Whereas this exchange initially was mainly used to get a seamless coverage, it is now becoming an important element in reducing the cost of air navigation service provision by sharing resources.

In an ATC centre the RMCDE is used as a front-end processor (i.e. the first system to be encountered by incoming surveillance data). This means that it also acts as a gatekeeper. It therefore has a number of capabilities to protect downstream systems. The surveillance data is checked according to a number of rules set in the ASTERIX standard and corrupted data is immediately discarded. The filter function, both static and dynamic (i.e. depending on load), ensures that downstream systems are not flooded by huge amounts of unnecessary data.

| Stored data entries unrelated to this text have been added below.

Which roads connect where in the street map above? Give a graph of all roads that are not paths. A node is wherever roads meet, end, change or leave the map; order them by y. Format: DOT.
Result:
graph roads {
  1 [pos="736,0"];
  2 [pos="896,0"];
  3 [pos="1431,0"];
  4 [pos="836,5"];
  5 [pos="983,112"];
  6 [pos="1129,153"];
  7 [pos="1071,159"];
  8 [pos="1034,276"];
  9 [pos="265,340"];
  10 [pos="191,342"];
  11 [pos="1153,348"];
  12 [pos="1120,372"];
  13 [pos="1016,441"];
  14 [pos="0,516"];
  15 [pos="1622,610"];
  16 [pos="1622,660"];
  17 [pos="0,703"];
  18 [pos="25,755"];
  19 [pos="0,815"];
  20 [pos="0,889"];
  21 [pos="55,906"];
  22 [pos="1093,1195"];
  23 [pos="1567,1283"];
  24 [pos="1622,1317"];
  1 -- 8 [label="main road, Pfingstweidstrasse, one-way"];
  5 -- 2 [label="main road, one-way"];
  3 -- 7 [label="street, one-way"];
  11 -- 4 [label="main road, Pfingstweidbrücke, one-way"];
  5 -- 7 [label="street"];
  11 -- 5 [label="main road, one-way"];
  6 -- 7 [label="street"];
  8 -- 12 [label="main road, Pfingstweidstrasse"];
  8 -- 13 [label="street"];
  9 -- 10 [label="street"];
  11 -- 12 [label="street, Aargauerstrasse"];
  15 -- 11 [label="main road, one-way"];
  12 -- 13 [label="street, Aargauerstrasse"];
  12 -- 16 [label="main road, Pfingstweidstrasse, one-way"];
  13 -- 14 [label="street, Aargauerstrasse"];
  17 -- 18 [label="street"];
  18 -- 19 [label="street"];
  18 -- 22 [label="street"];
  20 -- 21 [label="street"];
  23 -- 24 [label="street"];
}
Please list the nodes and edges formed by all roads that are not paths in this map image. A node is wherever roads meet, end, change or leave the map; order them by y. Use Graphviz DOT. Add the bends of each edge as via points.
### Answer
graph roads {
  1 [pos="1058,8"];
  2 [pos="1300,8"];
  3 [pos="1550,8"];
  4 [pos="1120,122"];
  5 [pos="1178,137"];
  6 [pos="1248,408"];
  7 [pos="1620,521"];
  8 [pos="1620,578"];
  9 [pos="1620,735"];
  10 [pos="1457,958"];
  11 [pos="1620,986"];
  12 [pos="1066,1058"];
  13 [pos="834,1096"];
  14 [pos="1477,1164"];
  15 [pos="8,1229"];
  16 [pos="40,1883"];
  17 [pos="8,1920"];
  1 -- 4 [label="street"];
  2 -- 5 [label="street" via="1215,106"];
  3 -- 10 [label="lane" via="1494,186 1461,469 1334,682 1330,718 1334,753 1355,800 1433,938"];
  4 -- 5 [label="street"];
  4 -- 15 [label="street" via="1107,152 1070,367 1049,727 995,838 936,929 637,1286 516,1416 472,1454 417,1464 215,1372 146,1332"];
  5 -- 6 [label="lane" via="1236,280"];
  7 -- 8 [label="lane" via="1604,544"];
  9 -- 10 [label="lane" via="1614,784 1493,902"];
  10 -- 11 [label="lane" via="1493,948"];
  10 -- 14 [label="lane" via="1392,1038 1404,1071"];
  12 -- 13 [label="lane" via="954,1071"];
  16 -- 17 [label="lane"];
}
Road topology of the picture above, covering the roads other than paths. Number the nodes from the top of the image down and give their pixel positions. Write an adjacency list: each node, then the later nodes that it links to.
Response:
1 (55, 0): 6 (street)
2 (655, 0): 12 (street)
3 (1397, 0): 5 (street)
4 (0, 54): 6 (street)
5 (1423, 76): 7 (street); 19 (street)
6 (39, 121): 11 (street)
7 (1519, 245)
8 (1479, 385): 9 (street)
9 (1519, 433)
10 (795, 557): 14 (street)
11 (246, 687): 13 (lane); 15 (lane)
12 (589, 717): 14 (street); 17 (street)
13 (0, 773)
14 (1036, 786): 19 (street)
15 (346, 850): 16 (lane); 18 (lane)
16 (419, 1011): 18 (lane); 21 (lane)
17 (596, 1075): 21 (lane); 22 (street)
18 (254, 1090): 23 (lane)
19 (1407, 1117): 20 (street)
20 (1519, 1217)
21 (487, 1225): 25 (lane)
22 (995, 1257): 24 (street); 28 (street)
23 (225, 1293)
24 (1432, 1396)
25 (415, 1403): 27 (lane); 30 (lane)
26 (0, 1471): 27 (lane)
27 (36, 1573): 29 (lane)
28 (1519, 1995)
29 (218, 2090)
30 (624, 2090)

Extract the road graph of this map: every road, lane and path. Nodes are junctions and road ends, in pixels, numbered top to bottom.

==RMCDE/RADNET Implementation Team (RIT) ==

The RADNET/RMCDE combination is not only a new technology that was introduced for surveillance data exchange. It is a complete service concept. In addition to the technology, a common implementation approach was developed, radar sharing agreements were drafted between states and EUROCONTROL established an organisational unit that was responsible for the day-to-day support of both the technological as well as the organisational aspects.
The RIT is tasked with configuration management and coordination of activities related to RADNET and the support and development of technology that ensures the continuity of surveillance data distribution in the EUROCONTROL member states.

==RMCDE deployment==

Although initially only intended for deployment at MUAC and the centres servicing MUAC (i.e. Amsterdam, Brussels, Düsseldorf and Bremen), more than 100 RMCDEs have been deployed in the ATC infrastructures of 18 Eurocontrol member states.

==Future developments==

After more than 25 years of service the Multibus II based architecture can be considered as obsolete and the software is no longer compliant with modern regulations. Furthermore, the phasing out of the X.25 technology requires new solutions to be put in place for network communication. Therefore, Eurocontrol decided in 2008 to develop a successor, the SDDS (Surveillance Data Distribution System). The SDDS is fully in line with requirements set by the Single European Sky initiative from the European Union. SDDS is already operational in several EUROCONTROL member states.
With the introduction of the SDDS, the RADNET will transition to SURNET which no longer has geographical limitations. The RIT will be renamed to SDDS Implementation, Maintenance and Operational Support Team (SIMOS).